Users register and use Google Maps to find the co-ordinates of the empty building they have found, and upload it directly.

In one month, 15 people have joined and six houses been added to the map but Dr Cox says he has dozens more locations that he will upload soon.

"Some of these buildings are houses like my grandfather's, which was lying vacant when he was in a nursing home," he said. "But others are there because overt speculators have bought them and wait.

"I think we are one of the only countries left that has negative gearing, which makes it cheaper for speculators to own properties than home owners."

Dr Cox's image gallery includes old homes and newly built developments that have been unoccupied for months.

"My wife said, 'Won't people be upset about their house being on there'? Maybe they will but aren't people upset about there allegedly being a rental crisis?
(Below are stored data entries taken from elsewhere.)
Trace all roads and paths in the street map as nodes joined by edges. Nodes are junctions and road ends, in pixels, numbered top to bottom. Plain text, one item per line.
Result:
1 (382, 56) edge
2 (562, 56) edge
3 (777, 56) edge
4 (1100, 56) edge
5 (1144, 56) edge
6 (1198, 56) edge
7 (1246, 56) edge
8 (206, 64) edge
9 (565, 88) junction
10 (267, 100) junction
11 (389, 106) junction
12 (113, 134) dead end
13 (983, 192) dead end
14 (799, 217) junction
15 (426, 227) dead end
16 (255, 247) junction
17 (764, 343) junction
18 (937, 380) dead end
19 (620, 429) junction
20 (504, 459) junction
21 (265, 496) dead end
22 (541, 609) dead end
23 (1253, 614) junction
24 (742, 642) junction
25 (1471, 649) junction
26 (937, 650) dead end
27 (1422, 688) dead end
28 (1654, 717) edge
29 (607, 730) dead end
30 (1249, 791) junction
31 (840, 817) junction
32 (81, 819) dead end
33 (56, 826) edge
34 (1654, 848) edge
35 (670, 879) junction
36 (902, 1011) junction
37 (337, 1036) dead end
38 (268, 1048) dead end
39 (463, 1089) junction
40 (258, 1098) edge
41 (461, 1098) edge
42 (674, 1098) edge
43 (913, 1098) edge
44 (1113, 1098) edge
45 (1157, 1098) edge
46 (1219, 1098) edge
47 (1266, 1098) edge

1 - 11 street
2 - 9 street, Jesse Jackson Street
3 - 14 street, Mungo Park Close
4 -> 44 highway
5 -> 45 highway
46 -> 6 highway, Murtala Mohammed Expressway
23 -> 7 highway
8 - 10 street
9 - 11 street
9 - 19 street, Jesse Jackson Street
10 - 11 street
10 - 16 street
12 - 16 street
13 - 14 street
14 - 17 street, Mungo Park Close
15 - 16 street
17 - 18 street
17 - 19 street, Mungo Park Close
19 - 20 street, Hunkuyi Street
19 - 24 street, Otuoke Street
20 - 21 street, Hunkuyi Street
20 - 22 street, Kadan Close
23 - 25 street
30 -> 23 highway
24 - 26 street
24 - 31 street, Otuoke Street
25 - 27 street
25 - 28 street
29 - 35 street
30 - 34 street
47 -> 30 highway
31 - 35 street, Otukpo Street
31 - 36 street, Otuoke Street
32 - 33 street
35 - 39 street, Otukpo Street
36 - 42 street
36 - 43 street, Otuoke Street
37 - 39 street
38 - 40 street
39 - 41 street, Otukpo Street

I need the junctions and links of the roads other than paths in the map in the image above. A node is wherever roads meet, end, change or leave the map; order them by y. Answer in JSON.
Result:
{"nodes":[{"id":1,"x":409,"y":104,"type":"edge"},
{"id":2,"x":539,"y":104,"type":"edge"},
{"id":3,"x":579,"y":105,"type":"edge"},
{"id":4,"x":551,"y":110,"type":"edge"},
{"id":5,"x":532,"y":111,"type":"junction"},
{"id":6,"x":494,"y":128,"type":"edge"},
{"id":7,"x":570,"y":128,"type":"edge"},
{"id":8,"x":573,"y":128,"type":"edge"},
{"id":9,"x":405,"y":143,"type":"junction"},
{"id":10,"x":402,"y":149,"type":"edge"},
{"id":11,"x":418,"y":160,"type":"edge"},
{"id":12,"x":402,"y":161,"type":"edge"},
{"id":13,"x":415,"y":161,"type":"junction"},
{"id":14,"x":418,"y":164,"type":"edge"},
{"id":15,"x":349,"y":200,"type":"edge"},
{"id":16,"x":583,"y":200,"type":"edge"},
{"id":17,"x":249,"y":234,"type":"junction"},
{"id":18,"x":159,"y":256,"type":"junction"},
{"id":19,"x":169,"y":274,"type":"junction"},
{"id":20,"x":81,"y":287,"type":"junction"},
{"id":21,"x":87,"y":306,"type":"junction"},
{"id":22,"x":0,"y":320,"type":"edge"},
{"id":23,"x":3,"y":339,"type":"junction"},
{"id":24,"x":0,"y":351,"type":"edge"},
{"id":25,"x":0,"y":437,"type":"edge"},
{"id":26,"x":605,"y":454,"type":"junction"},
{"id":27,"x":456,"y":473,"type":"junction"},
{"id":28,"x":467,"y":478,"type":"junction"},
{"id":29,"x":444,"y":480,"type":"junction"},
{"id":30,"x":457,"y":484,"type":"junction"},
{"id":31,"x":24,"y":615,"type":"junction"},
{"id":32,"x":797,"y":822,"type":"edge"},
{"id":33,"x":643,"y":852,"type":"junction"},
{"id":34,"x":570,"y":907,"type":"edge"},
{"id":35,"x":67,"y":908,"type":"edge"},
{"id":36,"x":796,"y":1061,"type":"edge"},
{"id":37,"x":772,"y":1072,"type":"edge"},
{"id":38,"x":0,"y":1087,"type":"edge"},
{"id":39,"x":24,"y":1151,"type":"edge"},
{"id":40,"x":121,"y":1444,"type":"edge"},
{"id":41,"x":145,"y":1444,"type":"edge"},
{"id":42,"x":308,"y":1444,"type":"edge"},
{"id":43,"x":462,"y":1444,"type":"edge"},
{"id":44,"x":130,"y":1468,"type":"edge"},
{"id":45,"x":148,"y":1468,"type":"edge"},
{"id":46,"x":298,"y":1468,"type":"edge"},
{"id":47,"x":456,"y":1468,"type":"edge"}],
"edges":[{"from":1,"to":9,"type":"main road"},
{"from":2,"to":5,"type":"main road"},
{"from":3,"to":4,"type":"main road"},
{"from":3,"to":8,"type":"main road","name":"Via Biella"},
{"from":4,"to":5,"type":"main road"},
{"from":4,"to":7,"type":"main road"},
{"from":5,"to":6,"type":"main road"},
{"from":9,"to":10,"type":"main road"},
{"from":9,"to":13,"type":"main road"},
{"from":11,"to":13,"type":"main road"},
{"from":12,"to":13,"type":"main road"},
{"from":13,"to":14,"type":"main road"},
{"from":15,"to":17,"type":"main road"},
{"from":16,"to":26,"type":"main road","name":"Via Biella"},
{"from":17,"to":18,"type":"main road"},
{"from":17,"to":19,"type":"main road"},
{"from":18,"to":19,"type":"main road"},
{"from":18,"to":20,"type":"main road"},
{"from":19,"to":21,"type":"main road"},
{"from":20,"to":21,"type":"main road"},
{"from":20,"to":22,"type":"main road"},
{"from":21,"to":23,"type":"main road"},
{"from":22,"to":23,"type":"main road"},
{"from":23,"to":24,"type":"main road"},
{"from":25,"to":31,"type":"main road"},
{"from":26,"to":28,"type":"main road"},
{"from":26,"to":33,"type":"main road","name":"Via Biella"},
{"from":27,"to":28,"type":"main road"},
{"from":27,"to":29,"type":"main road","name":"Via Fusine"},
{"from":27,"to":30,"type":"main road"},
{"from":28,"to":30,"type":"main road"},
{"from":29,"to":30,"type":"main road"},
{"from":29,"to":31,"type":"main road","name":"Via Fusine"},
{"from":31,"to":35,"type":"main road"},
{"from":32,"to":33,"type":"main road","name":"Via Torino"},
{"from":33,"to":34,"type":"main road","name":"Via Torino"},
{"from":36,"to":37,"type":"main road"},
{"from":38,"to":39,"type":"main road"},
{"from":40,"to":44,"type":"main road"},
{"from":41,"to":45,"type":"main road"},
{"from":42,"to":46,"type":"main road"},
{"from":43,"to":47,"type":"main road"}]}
"If they feel frightened into putting tenants in then that's a good thing."

The Herald yesterday revealed there are more than 120,000 vacant residential dwellings in greater Sydney, a figure calculated at the last census.

The NSW president of the Property Council, Ken Morrison, said some buildings remain vacant while the owners await redevelopment approval.

However, most were too run down to be habitable.

"Vacant properties tend to be very much third-tier-quality building held by private owners who have some sort of other objective for the property than income yield," Mr Morrison said. "You just don't get perfectly tenantable apartments which are vacant."